Why mental health awareness matters before someone reaches a breaking point
By Sherry Jones Olney
A Time to Pay Attention
May is Mental Health Awareness Month, a time set aside to bring attention to something that affects far more people than we often realize. And yet, much of it still goes unnoticed.
What We Don’t Always See
Mental health struggles do not always look the way people expect them to. They are not always dramatic. They are not always obvious.
Sometimes they look like someone who is constantly overwhelmed, but keeps pushing through. Sometimes they look like someone who is anxious but hides it well. Sometimes they look like exhaustion that never really goes away or a heaviness that is hard to explain.
The Reality Behind the Surface
I have seen it more times than I can count. People doing everything they are supposed to do. Working, showing up, taking care of others, while quietly struggling in ways no one around them fully understands. And, many of them do not talk about it. Not because they do not want help, but because they are not sure what they are feeling. Or they do not think it is serious enough. Or they have simply learned to carry it on their own.
Why Awareness Matters
That is where awareness comes in. Not just to tell us that mental health matters, but to help us recognize it earlier and more clearly, both in ourselves and in others. Because if we only pay attention when things fall apart, we have already missed the most important window.
Awareness gives us the ability to notice the shift. To recognize when someone is not quite themselves. To understand that struggling does not always come with a label or a clear explanation.

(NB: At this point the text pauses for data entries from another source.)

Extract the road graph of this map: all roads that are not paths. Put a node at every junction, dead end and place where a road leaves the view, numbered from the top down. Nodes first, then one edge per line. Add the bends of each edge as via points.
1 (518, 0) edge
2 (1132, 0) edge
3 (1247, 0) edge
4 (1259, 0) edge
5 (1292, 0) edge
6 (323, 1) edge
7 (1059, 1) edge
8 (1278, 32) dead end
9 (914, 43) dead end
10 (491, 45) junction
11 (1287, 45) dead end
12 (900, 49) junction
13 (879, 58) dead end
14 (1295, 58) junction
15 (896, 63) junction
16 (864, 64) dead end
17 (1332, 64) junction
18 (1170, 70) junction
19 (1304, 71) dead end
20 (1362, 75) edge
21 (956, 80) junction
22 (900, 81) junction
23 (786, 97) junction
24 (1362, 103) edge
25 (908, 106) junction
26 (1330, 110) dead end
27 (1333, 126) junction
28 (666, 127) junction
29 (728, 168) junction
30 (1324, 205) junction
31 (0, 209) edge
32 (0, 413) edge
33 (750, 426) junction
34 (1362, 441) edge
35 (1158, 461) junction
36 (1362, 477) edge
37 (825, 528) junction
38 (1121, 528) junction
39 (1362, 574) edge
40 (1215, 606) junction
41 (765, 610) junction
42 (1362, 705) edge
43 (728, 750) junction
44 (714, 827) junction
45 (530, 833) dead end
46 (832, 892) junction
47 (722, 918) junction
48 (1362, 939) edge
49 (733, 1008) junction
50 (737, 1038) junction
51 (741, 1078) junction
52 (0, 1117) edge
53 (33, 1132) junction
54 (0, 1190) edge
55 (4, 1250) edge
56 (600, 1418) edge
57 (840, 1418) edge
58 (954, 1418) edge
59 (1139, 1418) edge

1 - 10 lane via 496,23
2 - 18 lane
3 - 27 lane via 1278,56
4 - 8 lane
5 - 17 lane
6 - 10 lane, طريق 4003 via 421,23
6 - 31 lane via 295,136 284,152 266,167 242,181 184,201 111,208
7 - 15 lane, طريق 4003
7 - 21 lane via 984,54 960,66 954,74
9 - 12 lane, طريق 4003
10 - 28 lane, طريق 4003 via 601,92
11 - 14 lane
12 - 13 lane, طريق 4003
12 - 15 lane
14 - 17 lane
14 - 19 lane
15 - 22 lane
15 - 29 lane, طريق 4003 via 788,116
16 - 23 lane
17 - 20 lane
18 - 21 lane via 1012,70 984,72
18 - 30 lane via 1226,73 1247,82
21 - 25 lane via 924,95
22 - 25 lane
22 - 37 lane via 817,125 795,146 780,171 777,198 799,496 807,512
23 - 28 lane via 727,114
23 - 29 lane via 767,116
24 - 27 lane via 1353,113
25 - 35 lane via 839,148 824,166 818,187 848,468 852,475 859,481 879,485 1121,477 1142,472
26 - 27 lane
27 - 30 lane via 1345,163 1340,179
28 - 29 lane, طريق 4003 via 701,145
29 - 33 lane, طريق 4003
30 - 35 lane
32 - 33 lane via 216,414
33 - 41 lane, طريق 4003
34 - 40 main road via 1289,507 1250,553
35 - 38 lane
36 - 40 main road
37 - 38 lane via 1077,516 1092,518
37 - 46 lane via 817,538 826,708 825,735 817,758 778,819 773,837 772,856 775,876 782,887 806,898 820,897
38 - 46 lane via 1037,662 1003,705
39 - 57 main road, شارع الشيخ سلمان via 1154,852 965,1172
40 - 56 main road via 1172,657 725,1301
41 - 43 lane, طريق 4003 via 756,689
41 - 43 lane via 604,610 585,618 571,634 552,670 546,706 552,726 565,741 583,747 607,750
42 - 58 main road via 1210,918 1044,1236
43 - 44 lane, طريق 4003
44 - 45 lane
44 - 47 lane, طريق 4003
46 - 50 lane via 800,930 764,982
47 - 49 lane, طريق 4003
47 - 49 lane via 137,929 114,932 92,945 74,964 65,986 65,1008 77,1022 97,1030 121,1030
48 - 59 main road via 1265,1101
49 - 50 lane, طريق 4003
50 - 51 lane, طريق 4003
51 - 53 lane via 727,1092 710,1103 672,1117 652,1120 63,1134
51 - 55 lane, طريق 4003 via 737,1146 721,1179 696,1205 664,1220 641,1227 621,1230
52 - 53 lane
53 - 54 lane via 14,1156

Right Here in Our Community
Right here in Fort Walton Beach, Bridgeway Center is part of that reality. They work with individuals and families facing challenges that are not always visible, but are very real. Through mental health services, counseling, and community outreach, they provide support while also helping bring awareness to what so often goes unseen.
Through community efforts such as their annual mental health awareness walk and outreach events, they continue to bring people together, reduce stigma, and remind others they are not alone. Their presence is a reminder that this is happening in our own community, even when it is not always easy to recognize.
What We Can Do
We do not have to fix everything. But we can slow down long enough to notice.
We can ask a simple question and mean it. We can listen without trying to immediately solve the problem.
Because help does not start with a system. It starts with a person. A conversation. A moment of honesty. A decision not to look the other way.
The Moment That Matters
Mental Health Awareness Month is not just about bringing attention to a topic. It is about changing how we respond to the people around us. Because the reality is, many people will not walk into a place for help on their own. But, they might if someone walks beside them. Sometimes, the moment that matters most is the one we almost miss.
The question is, will we take the time to notice it?